The question asked to show that the sequence of functions $f_{n}(x) = x^{n}$ does not converge uniformly to the function:
$$f(x) = \begin{cases} 0 &,\ 0 \leq x < 1 \\ 1 &,\ x = 1 \end{cases} $$
To work this out I approached things by using the case where $x \in [0,1)$. And as such I am left to find a scenario that staisfies:
$$|f_{n}(x) - f(x)| = |x^{n} - 0| \geq \epsilon$$
After algebra I construct an $x$ that would satisfy my desired result:
$$x \geq \sqrt[n]{\epsilon}$$.
So this means that as long as I choose any point $x$ in the interval I would arrive at this conclusion. Now this is satisfied as long as $0 < \epsilon < 1$. If $\epsilon > 1$ then choose my $x$ such that it satisfies $x \geq \sqrt[n]{\epsilon - \lfloor \epsilon \rfloor}$ (there is definitely an easier choice but I forgot what it was and I'm curious to see it).
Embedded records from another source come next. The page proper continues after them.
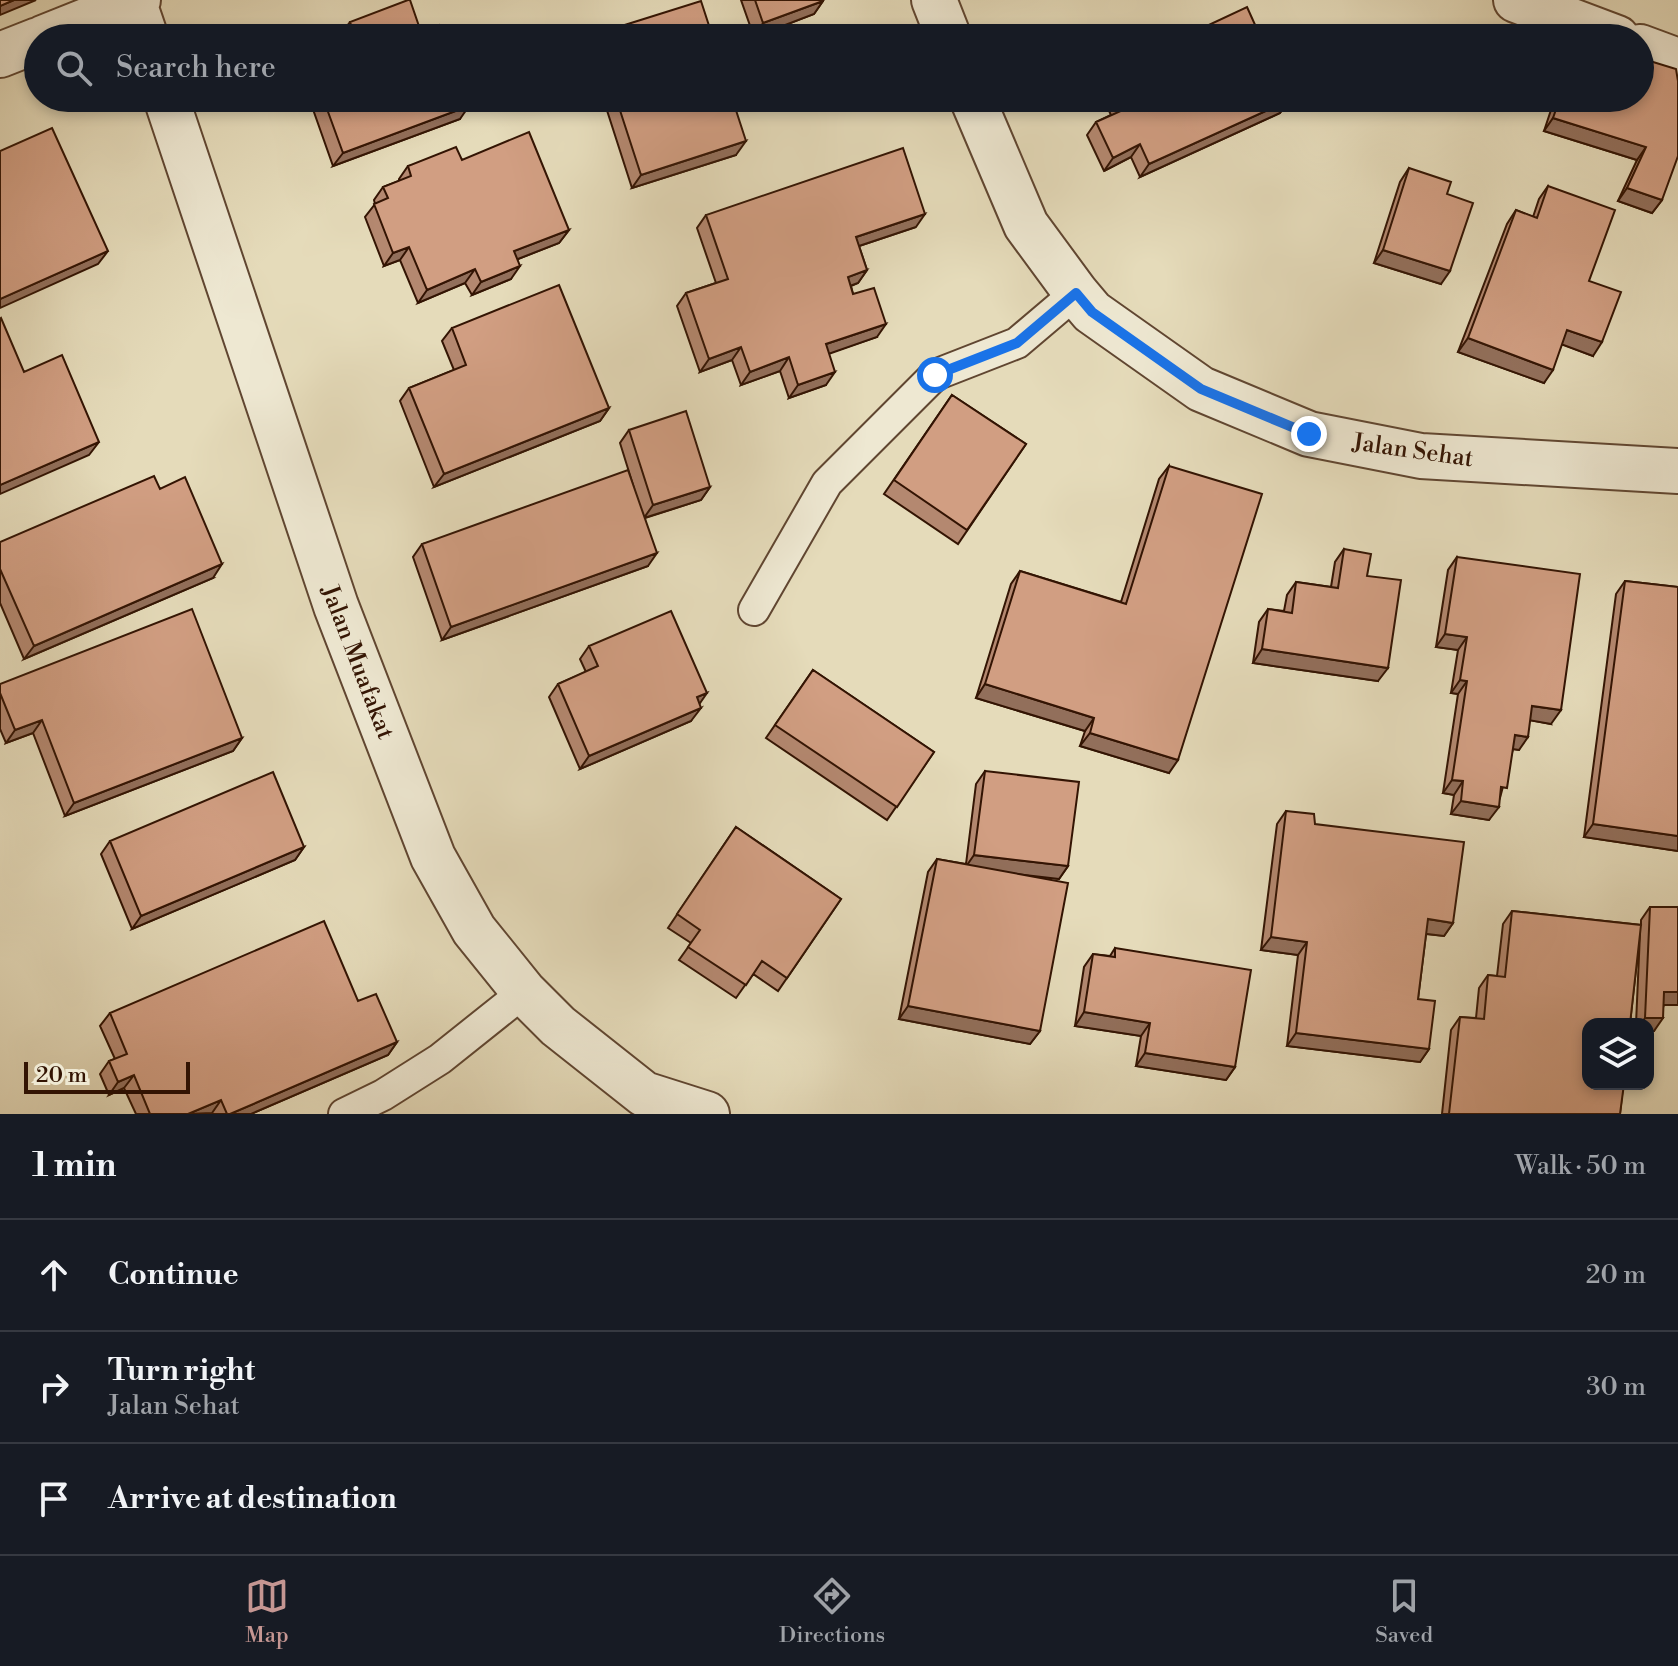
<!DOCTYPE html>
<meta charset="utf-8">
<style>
:root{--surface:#171b24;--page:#242831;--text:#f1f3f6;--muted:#9ea1a6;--line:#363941;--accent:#c59692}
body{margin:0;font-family:"Libre Bodoni",serif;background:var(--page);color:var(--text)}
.controls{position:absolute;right:24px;bottom:24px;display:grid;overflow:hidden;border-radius:16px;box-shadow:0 4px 12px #0003}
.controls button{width:72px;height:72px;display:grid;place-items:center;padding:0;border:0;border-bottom:2px solid var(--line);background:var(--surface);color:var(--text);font:40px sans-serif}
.scale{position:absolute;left:24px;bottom:20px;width:166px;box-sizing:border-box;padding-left:8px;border:4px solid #331403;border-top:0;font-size:22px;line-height:28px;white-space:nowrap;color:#331403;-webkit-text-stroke:6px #eee8d2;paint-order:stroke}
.stop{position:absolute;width:24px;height:24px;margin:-18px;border:6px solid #1a73e8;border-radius:50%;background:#fff}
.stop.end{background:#1a73e8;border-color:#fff;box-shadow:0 2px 8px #0008}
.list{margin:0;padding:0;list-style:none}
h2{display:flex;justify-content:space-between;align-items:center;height:104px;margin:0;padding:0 32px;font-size:34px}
h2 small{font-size:26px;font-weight:400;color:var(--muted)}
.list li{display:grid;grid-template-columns:52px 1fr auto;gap:24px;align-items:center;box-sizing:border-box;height:112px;padding:0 32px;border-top:2px solid var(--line)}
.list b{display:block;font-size:30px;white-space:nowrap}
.list p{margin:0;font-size:26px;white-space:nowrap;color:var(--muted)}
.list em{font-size:26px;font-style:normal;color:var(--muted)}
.icon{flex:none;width:44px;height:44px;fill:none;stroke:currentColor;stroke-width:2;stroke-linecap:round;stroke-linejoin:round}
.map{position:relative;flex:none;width:1678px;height:1114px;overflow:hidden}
.search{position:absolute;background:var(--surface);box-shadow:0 4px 12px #0003;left:24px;right:24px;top:24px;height:88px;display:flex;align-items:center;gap:20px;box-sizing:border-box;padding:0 28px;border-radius:44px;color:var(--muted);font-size:30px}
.sheet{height:440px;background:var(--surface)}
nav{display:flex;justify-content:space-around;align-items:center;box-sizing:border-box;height:112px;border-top:2px solid var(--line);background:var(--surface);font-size:22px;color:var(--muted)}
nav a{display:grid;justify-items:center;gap:4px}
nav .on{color:var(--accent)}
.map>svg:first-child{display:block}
</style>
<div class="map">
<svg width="1678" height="1114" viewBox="0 0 1678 1114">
<rect width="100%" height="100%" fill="#e5dbba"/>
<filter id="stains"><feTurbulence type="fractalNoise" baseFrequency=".0025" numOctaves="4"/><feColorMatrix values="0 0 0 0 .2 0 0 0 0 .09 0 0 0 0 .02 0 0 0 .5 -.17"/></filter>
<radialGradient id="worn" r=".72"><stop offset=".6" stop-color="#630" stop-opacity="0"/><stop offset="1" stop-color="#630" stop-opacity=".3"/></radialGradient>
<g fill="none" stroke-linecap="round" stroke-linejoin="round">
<g stroke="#604631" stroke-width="34">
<path id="lane" d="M 754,610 L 827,483 L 935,375 L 1017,343 L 1076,293
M 344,1114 L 383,1095 L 440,1059 L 524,992"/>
</g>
<g stroke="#604631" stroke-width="48">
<path id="street" d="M 133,0 L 146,38
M 934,0 L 949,38
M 1516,0 L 1617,38
M 43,38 L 138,0
M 1640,47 L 1678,61
M 0,55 L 38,40
M 166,98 L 336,606 L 433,857 L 474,930 L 524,992 L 558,1026 L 644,1094 L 707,1114
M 972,98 L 1026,225 L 1076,293 L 1092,312 L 1201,389 L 1309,434 L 1421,456 L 1678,471"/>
</g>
<use href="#lane" stroke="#eee8d2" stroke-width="30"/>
<use href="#street" stroke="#eee8d2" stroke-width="44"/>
</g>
<path fill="#b48870" stroke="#331403" stroke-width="2" d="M 741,0 L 823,0 L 823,1 L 814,14 L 754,37 Z
M 350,22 L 421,32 L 444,38 L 342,38 L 340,35 Z
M 309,98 L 466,98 L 460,119 L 333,166 Z
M 603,98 L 732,98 L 736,155 L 632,188 Z
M 1103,98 L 1289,98 L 1280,113 L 1140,177 L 1131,157 L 1104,171 L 1087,135 L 1096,122 L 1111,115 Z
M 1555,98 L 1640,98 L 1662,200 L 1652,213 L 1618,201 L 1637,160 L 1544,131 Z
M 462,160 L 569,230 L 559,243 L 518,259 L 511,279 L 472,295 L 465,283 L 418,303 L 400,260 L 384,266 L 365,217 L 375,204 L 374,200 L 383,187 L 399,181 L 399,179 L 408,166 Z
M 1409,168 L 1447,194 L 1441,284 L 1374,263 L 1400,182 Z
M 1548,186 L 1589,281 L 1593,356 L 1562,344 L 1544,383 L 1458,352 L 1507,224 L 1516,210 L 1533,217 L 1539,199 Z
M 706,215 L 916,227 L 859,246 L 867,270 L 858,283 L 851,286 L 853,294 L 877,337 L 829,353 L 826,385 L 789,398 L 780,371 L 741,385 L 732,360 L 700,372 L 677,306 L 686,293 L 716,283 L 697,228 Z
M 452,328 L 609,408 L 600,421 L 434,487 L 400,401 L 409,388 L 454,370 L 442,341 Z
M 952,395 L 1026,444 L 958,544 L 884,494 Z
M 629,430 L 710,487 L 701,500 L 645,518 L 648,566 L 442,640 L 413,557 L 422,544 L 634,488 L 620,443 Z
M 1169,466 L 1169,773 L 1080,746 L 1085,731 L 976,698 L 1011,584 L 1020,571 L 1121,602 L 1159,479 Z
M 0,542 L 213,578 L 24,659 L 0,603 Z
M 1344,549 L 1367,576 L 1378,681 L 1253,663 L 1259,622 L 1268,609 L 1284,611 L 1287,595 L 1296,582 L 1331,587 L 1335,562 Z
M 1457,557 L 1551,724 L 1530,720 L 1519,750 L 1513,749 L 1500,798 L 1489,820 L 1451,814 L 1454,795 L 1443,793 L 1458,694 L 1451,693 L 1458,650 L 1436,647 L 1448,570 Z
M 1625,581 L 1678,587 L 1678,851 L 1584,837 L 1616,594 Z
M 589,646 L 699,704 L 691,721 L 580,769 L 549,697 L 558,684 L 586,672 L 580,659 Z
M 813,670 L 934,752 L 887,820 L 766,738 Z
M 0,684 L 242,738 L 233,751 L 65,816 L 33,733 L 6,743 L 0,729 Z
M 985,771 L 1068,866 L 1059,879 L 1025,875 L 1040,1031 L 1030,1044 L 899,1019 L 928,872 L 937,859 L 966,864 L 976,784 Z
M 1286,811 L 1315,824 L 1453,923 L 1444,936 L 1426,934 L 1418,999 L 1429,1049 L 1420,1062 L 1287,1046 L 1298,955 L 1261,950 L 1277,824 Z
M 736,827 L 841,899 L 778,991 L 753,974 L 736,998 L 679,960 L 691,943 L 668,928 Z
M 110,841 L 304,847 L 295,860 L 132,929 L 101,854 Z
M 1650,907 L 1678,907 L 1678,1005 L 1664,1005 L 1654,1031 L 1648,1031 L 1648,1024 L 1636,1024 L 1640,933 L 1620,1114 L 1442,1114 L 1451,1030 L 1460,1017 L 1476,1018 L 1479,988 L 1488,975 L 1497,976 L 1503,924 L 1512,911 L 1641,925 L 1641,920 Z
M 1115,948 L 1235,1067 L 1226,1080 L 1136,1066 L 1141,1036 L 1075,1026 L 1084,967 L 1093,954 L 1110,956 Z
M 358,1001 L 397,1042 L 388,1055 L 251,1114 L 136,1114 L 124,1088 L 109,1095 L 100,1074 L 109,1061 L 115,1059 L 100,1026 L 110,1013 Z"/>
<path fill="#926f5b" stroke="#331403" stroke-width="2" d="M 14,0 L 36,0 L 0,15 L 0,6 Z
M 823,1 L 814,14 L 754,37 L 763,23 Z
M 1290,100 L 1280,113 L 1140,177 L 1149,164 Z
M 469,106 L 460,119 L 333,166 L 343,153 Z
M 1553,118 L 1646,147 L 1637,160 L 1544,131 Z
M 746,141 L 736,155 L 632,188 L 641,175 Z
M 1140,144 L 1131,157 L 1104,171 L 1113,158 Z
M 1627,188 L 1662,200 L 1652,213 L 1618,201 Z
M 925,214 L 916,227 L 847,250 L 856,237 Z
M 569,230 L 559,243 L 505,264 L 514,251 Z
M 409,247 L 400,260 L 384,266 L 393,253 Z
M 1383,250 L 1450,271 L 1441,284 L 1374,263 Z
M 108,251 L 98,264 L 0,308 L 0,299 Z
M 520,266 L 511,279 L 472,295 L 481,282 Z
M 475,269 L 465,283 L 418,303 L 427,290 Z
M 867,270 L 858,283 L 839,290 L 848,277 Z
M 886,324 L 877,337 L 817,358 L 826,344 Z
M 1567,330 L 1602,342 L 1593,356 L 1558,343 Z
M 1468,338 L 1553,370 L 1544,383 L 1458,352 Z
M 741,347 L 732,360 L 700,372 L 709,359 Z
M 789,357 L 780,371 L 741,385 L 750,372 Z
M 835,372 L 826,385 L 789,398 L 798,385 Z
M 609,408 L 600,421 L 434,487 L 444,474 Z
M 99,442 L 89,455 L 0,494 L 0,485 Z
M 710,487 L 701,500 L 644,518 L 653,505 Z
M 657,553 L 648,566 L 442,640 L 451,627 Z
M 222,564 L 213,578 L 24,659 L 34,646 Z
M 1445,634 L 1467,637 L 1458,650 L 1436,647 Z
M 1262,649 L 1388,668 L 1378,681 L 1253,663 Z
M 1460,680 L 1467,681 L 1458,694 L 1451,693 Z
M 985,684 L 1094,718 L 1085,731 L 976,698 Z
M 707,693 L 698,706 L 697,697 Z
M 1532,706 L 1561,710 L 1551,724 L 1522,719 Z
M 701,708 L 691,721 L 580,769 L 589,756 Z
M 42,720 L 33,733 L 6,743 L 15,730 Z
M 1090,733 L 1178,760 L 1169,773 L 1080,746 Z
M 1515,735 L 1528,737 L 1519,750 L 1506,748 Z
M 242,738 L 233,751 L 65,816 L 74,803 Z
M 1452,780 L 1463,781 L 1454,795 L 1443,793 Z
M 1461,801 L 1499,807 L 1489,820 L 1451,814 Z
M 1593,824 L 1678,836 L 1678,851 L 1584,837 Z
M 304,847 L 295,860 L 132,929 L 141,916 Z
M 974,855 L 1068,866 L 1059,879 L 965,868 Z
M 1428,919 L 1453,923 L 1444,936 L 1419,933 Z
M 1271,937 L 1307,942 L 1298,955 L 1261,950 Z
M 1664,992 L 1678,992 L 1678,1005 L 1654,1005 Z
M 908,1006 L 1040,1031 L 1030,1044 L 899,1019 Z
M 1084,1012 L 1150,1023 L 1141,1036 L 1075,1026 Z
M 1645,1018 L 1663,1018 L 1654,1031 L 1648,1031 L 1648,1024 L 1641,1024 Z
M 1296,1033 L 1429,1049 L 1420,1062 L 1287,1046 Z
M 397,1042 L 388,1055 L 251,1114 L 230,1114 Z
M 1145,1053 L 1235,1067 L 1226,1080 L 1136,1066 Z
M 134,1075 L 124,1088 L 109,1095 L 118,1082 Z
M 221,1100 L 212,1113 L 188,1114 Z"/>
<path fill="#d19e82" stroke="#331403" stroke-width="2" d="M 0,0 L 14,0 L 0,6 Z
M 408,0 L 410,0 L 421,32 L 439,25 L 444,38 L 356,38 L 350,22 Z
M 755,0 L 823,0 L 823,1 L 763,23 Z
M 701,1 L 713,38 L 597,38 L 596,34 Z
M 1247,7 L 1261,38 L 1181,38 Z
M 1640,58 L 1676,69 L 1678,81 L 1678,156 L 1662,200 L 1627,188 L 1646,147 L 1553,118 L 1560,98 L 1640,98 Z
M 323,98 L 466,98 L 469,106 L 343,153 Z
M 616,98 L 732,98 L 746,141 L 641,175 Z
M 1118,98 L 1289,98 L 1290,100 L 1149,164 L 1140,144 L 1113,158 L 1096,122 L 1123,110 Z
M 52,128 L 108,251 L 0,299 L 0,151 Z
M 529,132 L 569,230 L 514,251 L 520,266 L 481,282 L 475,269 L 427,290 L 409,247 L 393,253 L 374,204 L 388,198 L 383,187 L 411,176 L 408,166 L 456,147 L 462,160 Z
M 903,148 L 925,214 L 856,237 L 867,270 L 848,277 L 853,294 L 874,288 L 886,324 L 826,344 L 835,372 L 798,385 L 789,357 L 750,372 L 741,347 L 709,359 L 686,293 L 728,279 L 706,215 Z
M 1409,168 L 1451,182 L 1447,194 L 1473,203 L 1450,271 L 1383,250 Z
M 1548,186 L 1615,210 L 1589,281 L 1621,292 L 1602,342 L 1567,330 L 1553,370 L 1468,338 L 1516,210 L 1537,218 Z
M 559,285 L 609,408 L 444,474 L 409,388 L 466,365 L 452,328 Z
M 1,318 L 24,372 L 62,355 L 99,442 L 0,485 L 0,319 Z
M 952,395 L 1026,444 L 967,530 L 894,480 Z
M 686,411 L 710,487 L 653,505 L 629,430 Z
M 1169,466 L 1262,494 L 1178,760 L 1090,733 L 1094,718 L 985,684 L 1020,571 L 1126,604 Z
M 628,470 L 657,553 L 451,627 L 422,544 Z
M 154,476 L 160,489 L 185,477 L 222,564 L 34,646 L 0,569 L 0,542 Z
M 1344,549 L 1371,554 L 1367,576 L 1401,580 L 1388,668 L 1262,649 L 1268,609 L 1292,613 L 1296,582 L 1338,588 Z
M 1457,557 L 1580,574 L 1561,710 L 1532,706 L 1528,737 L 1515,735 L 1507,788 L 1501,787 L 1499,807 L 1461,801 L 1463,781 L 1452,780 L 1467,681 L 1460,680 L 1467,637 L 1445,634 Z
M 1625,581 L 1678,587 L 1678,836 L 1593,824 Z
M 192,609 L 242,738 L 74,803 L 42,720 L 15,730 L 0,693 L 0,684 Z
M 671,611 L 707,693 L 697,697 L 701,708 L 589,756 L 558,684 L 598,666 L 589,646 Z
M 813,670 L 934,752 L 897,807 L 775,725 Z
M 985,771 L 1079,782 L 1068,866 L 974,855 Z
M 273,772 L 304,847 L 141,916 L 110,841 Z
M 1286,811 L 1314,814 L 1315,824 L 1464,842 L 1453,923 L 1428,919 L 1418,999 L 1435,1001 L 1429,1049 L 1296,1033 L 1307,942 L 1271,937 Z
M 736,827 L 841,899 L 787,978 L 762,961 L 746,985 L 688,947 L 700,930 L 677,914 Z
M 937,859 L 1068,883 L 1040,1031 L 908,1006 Z
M 1650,907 L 1678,907 L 1678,992 L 1664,992 L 1663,1018 L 1645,1018 Z
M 1512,911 L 1641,925 L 1630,1024 L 1588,1024 L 1588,1084 L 1624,1084 L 1620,1114 L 1449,1114 L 1460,1017 L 1484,1019 L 1488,975 L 1505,977 Z
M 324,921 L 358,1001 L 376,994 L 397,1042 L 230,1114 L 227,1114 L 221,1100 L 188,1114 L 150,1114 L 134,1075 L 118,1082 L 109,1061 L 127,1054 L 110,1013 Z
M 1115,948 L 1251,970 L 1235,1067 L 1145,1053 L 1150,1023 L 1084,1012 L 1093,954 L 1115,957 Z"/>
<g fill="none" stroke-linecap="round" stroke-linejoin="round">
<path stroke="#1a73e8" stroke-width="10" d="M 935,375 L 1017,343 L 1076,293 L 1092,312 L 1201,389 L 1309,434"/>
</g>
<g text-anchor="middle" stroke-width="7" stroke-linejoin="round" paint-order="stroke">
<g font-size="24" fill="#331403" stroke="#eee8d2">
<text transform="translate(1413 450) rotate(8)" y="8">Jalan Sehat</text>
<text transform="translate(358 662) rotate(69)" y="8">Jalan Muafakat</text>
</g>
</g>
<rect width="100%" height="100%" filter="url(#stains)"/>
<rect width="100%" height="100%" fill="url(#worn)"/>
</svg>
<div class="controls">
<button><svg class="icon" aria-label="layers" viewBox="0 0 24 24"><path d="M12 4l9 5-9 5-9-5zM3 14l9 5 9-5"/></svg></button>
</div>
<div class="scale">20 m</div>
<div class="stop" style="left:935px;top:375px"></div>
<div class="stop end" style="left:1309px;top:434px"></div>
<div class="search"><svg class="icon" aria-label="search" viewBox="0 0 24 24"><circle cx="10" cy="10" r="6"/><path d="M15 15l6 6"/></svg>Search here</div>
</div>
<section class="sheet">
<h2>1 min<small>Walk · 50 m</small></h2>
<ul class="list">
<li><svg class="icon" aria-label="ahead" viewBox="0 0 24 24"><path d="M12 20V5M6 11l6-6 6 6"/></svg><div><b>Continue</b></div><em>20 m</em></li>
<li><svg class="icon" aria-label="right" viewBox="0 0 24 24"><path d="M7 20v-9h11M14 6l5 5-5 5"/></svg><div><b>Turn right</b><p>Jalan Sehat</p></div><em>30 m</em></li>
<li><svg class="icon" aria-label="arrive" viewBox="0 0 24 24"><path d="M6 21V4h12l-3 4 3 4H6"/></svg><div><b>Arrive at destination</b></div></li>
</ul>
</section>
<nav>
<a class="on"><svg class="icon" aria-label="map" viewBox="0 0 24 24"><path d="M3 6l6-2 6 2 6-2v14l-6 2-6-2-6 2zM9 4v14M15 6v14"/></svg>Map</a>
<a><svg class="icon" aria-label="directions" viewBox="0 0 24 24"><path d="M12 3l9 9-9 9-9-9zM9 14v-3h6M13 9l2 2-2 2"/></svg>Directions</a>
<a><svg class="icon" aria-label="saved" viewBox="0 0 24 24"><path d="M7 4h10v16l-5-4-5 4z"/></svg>Saved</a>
</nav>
So to now prove the statement, I would begin by choosing an $\epsilon$. For this let's say that $\epsilon = \frac{1}{2}$. Letting $x$ be such that it satisfies the property: $x \geq \sqrt[n]{\epsilon}$, this then means:
$$|f_{n}(x) - f(x)| = \bigg|\bigg(\bigg(\frac{1}{2}\bigg)^{\frac{1}{n}}\bigg)^{n} - 0 \bigg| = \frac{1}{2} \geq \epsilon = \frac{1}{2}$$
Which would satisfy the negation of the definition of uniform convergence.
Is this the way to approach such a question? Also how to treat the case of $\epsilon > 1$ more cleanly?
Since you are going to apply your approach to $\varepsilon=\frac12$, there is no need for you to say what you would do if $\varepsilon>1$. And, if you felt that need, then you would also have to say what you would do if $\varepsilon=1$.
Other than that (and the fact that apparently you use the letters $n$ and $N$ for the same thing) it is correct.